Polladhavan 2007 With English 12 [PATCHED]
Dhanush's first film was Thulluvadho Ilamai, a 2002 coming-of-age film directed by his father, Kasthuri Raja. He achieved further success in Polladhavan (2007) and Yaaradi Nee Mohini (2008), both of which were critically acclaimed and commercially successful. His role as a rooster fight jockey in Aadukalam (2010) won him Best Actor at the 58th National Film Awards and Best Tamil Actor Award at the 60th Filmfare Awards South. He continued success with films including Maryan (2013), Velaiilla Pattadhari (2014), Anegan (2015), Kodi (2016), Vadachennai (2018), Asuran (2019), and Thiruchitrambalam (2022). Vadachennai emerged as the highest-grossing A-rated Tamil film of all time, while Thiruchitrambalam entered the 100 Crore Club within a month of its release and emerged as Dhanush's highest grossing film till date. During the 2010s, Dhanush also starred in the action films Maari (2015), Maari 2 (2018), and Velaiilla Pattadhari 2 (2017).

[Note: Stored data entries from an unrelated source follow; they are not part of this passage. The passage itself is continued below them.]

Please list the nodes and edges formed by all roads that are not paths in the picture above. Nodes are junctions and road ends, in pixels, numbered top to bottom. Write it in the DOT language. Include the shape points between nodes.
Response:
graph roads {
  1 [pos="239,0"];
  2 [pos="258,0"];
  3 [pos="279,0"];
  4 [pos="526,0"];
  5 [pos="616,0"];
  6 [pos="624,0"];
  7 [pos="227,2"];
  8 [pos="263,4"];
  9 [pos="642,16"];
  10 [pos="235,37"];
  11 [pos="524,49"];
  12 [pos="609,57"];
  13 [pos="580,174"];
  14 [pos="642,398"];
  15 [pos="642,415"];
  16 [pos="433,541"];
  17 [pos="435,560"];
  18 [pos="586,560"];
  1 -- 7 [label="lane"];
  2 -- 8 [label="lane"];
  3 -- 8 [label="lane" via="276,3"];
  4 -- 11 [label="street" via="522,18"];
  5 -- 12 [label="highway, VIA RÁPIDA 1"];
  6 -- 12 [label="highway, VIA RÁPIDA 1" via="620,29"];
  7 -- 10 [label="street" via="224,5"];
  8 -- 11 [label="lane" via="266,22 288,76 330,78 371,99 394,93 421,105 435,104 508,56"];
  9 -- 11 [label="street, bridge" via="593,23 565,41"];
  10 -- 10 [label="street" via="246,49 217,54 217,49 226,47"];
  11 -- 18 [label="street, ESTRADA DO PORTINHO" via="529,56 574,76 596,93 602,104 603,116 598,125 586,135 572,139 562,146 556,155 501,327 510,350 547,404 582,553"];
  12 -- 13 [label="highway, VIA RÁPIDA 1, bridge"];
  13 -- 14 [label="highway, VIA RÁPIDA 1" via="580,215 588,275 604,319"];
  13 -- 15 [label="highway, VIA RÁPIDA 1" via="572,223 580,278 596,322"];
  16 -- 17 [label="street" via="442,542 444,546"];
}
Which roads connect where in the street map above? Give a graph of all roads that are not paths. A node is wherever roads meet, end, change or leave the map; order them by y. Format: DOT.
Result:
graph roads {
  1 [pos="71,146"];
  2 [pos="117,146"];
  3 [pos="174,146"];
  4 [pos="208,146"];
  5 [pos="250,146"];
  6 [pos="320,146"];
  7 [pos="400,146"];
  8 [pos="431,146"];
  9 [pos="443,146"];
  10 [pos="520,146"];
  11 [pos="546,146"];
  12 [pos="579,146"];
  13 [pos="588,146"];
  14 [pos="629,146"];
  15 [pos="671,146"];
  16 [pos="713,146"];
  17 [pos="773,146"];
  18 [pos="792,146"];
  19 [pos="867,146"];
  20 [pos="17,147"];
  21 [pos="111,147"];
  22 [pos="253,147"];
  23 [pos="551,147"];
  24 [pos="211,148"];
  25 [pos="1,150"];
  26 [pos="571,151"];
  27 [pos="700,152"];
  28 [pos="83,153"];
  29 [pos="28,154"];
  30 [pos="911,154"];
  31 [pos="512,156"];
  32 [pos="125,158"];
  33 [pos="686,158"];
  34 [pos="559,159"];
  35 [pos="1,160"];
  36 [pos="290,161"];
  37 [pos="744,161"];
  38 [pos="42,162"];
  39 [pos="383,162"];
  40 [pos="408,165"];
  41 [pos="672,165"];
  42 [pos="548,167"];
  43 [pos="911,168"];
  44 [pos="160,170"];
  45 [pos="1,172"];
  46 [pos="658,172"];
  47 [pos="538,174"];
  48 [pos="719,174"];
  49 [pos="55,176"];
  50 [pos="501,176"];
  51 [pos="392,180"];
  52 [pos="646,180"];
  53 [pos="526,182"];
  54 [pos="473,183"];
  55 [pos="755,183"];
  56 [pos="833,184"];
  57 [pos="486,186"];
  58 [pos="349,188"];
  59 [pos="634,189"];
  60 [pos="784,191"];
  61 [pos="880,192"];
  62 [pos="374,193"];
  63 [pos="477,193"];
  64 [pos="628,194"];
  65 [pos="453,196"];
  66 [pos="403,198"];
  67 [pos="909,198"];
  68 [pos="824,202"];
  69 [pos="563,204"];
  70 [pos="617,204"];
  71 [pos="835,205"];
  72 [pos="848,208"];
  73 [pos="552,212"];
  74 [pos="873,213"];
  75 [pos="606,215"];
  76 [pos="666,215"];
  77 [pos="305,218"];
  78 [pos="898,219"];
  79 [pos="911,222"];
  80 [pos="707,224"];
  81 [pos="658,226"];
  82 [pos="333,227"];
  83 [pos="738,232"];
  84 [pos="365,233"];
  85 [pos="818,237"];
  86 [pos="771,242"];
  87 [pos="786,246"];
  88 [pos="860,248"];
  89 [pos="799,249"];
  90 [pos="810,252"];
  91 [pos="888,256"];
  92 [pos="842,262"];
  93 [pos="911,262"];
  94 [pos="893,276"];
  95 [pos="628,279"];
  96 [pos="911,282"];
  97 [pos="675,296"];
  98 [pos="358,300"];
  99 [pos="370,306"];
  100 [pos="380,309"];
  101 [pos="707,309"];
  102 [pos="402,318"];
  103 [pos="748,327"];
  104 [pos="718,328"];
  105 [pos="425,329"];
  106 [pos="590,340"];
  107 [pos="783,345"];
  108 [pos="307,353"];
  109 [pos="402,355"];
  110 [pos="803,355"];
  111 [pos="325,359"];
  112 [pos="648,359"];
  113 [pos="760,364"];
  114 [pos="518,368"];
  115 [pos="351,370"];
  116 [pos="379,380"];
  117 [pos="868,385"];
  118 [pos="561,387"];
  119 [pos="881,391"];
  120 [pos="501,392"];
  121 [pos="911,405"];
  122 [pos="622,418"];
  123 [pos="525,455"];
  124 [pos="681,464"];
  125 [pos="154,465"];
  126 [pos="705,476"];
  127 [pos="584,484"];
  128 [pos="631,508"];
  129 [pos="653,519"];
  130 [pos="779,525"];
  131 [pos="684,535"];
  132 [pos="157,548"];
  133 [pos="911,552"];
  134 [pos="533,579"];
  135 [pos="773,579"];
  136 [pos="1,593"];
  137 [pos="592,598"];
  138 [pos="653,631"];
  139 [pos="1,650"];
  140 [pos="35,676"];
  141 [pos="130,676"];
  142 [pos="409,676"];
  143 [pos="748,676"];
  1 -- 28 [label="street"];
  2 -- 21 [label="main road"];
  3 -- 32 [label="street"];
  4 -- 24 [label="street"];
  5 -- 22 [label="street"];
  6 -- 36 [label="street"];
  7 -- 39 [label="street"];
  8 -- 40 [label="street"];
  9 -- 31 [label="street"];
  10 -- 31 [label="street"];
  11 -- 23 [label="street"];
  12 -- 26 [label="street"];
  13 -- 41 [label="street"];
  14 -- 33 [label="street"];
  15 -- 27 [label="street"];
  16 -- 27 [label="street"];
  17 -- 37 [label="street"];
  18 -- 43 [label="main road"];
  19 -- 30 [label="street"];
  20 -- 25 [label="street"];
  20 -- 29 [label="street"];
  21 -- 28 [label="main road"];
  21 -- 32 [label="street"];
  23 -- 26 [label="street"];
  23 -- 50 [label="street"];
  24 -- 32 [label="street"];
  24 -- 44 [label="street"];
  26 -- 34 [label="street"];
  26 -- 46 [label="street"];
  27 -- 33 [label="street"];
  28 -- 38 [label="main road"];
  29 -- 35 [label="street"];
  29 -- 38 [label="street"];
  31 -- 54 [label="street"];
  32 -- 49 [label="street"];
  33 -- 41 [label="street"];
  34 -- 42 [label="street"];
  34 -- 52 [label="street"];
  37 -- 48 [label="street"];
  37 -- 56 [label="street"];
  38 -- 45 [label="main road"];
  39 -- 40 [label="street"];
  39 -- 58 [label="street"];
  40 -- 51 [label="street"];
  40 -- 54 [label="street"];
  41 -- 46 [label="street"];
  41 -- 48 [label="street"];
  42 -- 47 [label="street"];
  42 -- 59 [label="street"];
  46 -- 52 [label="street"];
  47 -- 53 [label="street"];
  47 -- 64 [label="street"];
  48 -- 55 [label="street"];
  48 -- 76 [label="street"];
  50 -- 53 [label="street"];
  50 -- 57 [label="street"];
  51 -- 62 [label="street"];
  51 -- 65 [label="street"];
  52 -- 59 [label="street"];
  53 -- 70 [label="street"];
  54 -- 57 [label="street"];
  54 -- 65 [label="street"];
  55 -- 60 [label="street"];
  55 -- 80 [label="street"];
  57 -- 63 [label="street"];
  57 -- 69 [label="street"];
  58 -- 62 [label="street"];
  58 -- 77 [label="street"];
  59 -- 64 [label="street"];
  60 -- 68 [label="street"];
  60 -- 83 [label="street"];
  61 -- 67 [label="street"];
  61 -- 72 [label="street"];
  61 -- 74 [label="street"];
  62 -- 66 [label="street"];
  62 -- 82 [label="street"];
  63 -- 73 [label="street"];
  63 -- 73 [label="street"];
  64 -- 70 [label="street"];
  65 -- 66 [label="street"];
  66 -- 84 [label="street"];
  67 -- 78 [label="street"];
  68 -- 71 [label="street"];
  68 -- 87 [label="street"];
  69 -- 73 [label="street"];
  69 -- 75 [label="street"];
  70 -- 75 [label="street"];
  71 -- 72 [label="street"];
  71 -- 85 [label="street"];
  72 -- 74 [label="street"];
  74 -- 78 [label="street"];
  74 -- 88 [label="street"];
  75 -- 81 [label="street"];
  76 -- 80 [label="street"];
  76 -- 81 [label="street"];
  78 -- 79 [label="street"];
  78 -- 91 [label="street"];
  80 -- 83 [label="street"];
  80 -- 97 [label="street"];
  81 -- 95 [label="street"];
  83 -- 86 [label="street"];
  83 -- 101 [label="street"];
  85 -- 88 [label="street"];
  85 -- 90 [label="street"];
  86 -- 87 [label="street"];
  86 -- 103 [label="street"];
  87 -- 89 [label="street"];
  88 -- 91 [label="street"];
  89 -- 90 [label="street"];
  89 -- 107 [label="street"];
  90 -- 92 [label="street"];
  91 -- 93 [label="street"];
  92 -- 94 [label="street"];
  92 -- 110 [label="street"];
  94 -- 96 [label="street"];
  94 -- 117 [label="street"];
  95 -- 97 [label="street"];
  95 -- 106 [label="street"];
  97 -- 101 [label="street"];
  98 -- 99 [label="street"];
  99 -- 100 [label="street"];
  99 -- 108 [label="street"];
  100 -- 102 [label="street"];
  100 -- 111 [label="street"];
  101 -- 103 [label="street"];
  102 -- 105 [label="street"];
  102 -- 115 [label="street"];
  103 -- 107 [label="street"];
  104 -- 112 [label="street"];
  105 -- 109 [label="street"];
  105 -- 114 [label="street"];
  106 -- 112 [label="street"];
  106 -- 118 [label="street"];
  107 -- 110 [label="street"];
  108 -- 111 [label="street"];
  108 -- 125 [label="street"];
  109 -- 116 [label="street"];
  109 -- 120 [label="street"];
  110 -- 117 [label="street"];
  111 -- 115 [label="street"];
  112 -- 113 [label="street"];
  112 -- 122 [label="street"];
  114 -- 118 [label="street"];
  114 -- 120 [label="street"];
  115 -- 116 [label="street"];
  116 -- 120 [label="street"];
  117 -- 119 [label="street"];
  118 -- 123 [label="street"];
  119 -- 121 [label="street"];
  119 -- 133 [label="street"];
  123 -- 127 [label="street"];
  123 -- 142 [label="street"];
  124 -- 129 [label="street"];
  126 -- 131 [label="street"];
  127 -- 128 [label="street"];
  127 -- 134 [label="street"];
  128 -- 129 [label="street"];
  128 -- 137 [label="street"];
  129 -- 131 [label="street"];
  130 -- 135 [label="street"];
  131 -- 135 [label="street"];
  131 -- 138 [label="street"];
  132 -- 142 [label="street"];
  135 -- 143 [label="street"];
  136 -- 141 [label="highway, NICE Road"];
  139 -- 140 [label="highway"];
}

polladhavan 2007 with english 12
Vetrimaaran made his directorial debut with the Polladhavan (2007). His second feature film Aadukalam (2011) won six National Film Awards. He produces films under his production company, Grass Root Film Company. His movie Visaranai (2016) was selected as India's official entry to the Academy Awards. His film Asuran (2019) received the National Film Award for Best Feature Film in Tamil.
It was during the making of his mentor's Adhu Oru Kana Kaalam where Vetrimaaran became acquainted with the lead actor of the film, Dhanush. He prepared a script for Dhanush who immediately accepted the offer after hearing the story. The film titled Desiya Nedunchalai 47 was initially launched with Yuvan Shankar Raja as the music director and Ekambaram as the cinematographer. After he found trouble finding producers with A. M. Rathnam and Salem Chandrasekhar leaving the project after initial interest, Dhanush's sister Dr. Vimala Geetha agreed to produce the film, but she also dropped the film. Dhanush's father Kasthuri Raja finally agreed to produce the film, and Kirat Bhattal was signed as heroine, while Harris Jayaraj was selected as music director. However, after two days of shoot, the film was shelved, and Dhanush opted to pursue other films after the surprise success of his Thiruvilayadal Arambam. The film's collapse saw Vetrimaaran approach producer Kadiresan and narrated to him the stories he had prepared, but the producer did not like Desiya Nedunchaalai 47, but agreed to work on another project titled Polladhavan (2007).
Vetrimaaran has since described that he had "ample time" for the production works of Polladhavan as "Dhanush had confidence in him". Production designer Durai helped him rope in G. V. Prakash Kumar to score the film's music, while Dhanush also recommended cinematographer Velraj to Vetrimaaran after the pair had worked together in Parattai Engira Azhagu Sundaram (2007). Vetrimaaran chose the Kannada language actor Kishore to make his Tamil film debut after his assistant gave him rave reviews of the actor's performance in the unfinished Prashanth-starrer Petrol. The team held test shoots with both Kajal Aggarwal and Poonam Bajwa for the film and released the stills to the media, but Vetrimaaran was still unsatisfied and finished two schedules before finalising on Divya Spandana. The director revealed that there was initially an issue with the actress after she got offended by his words and did not come for the shoot for three days, before Durai intervened. The film's story was inspired partly by the lost bike of his friend Andrew and the variety of experiences he had tracking down his vehicle. Vetrimaaran revealed that when he wrote the script, he made many changes to suit the visual medium and for Dhanush on his physical attributes while playing an action hero. The film opened in November 2007 to rave reviews, with the critic from Sify.com stating that "Vetri has made his mentor proud, and his style of narration and takings are very similar to the ace director Balu Mahendra, labelling that the film had shades of Vittorio De Sica's 1948 Italian film, Bicycle Thieves. When questioned about its relevance to Bicycle Thieves, he stated that it "is a disgrace to Bicycle Thieves if it is compared with Polladhavan". The reviewer from The Hindu stated that "at no point does Polladhavan sag and that writer-director Vetrimaaran has slogged through his screenplay and the result shows." The film subsequently went on to win four Vijay Awards including Best Director for Vetrimaaran.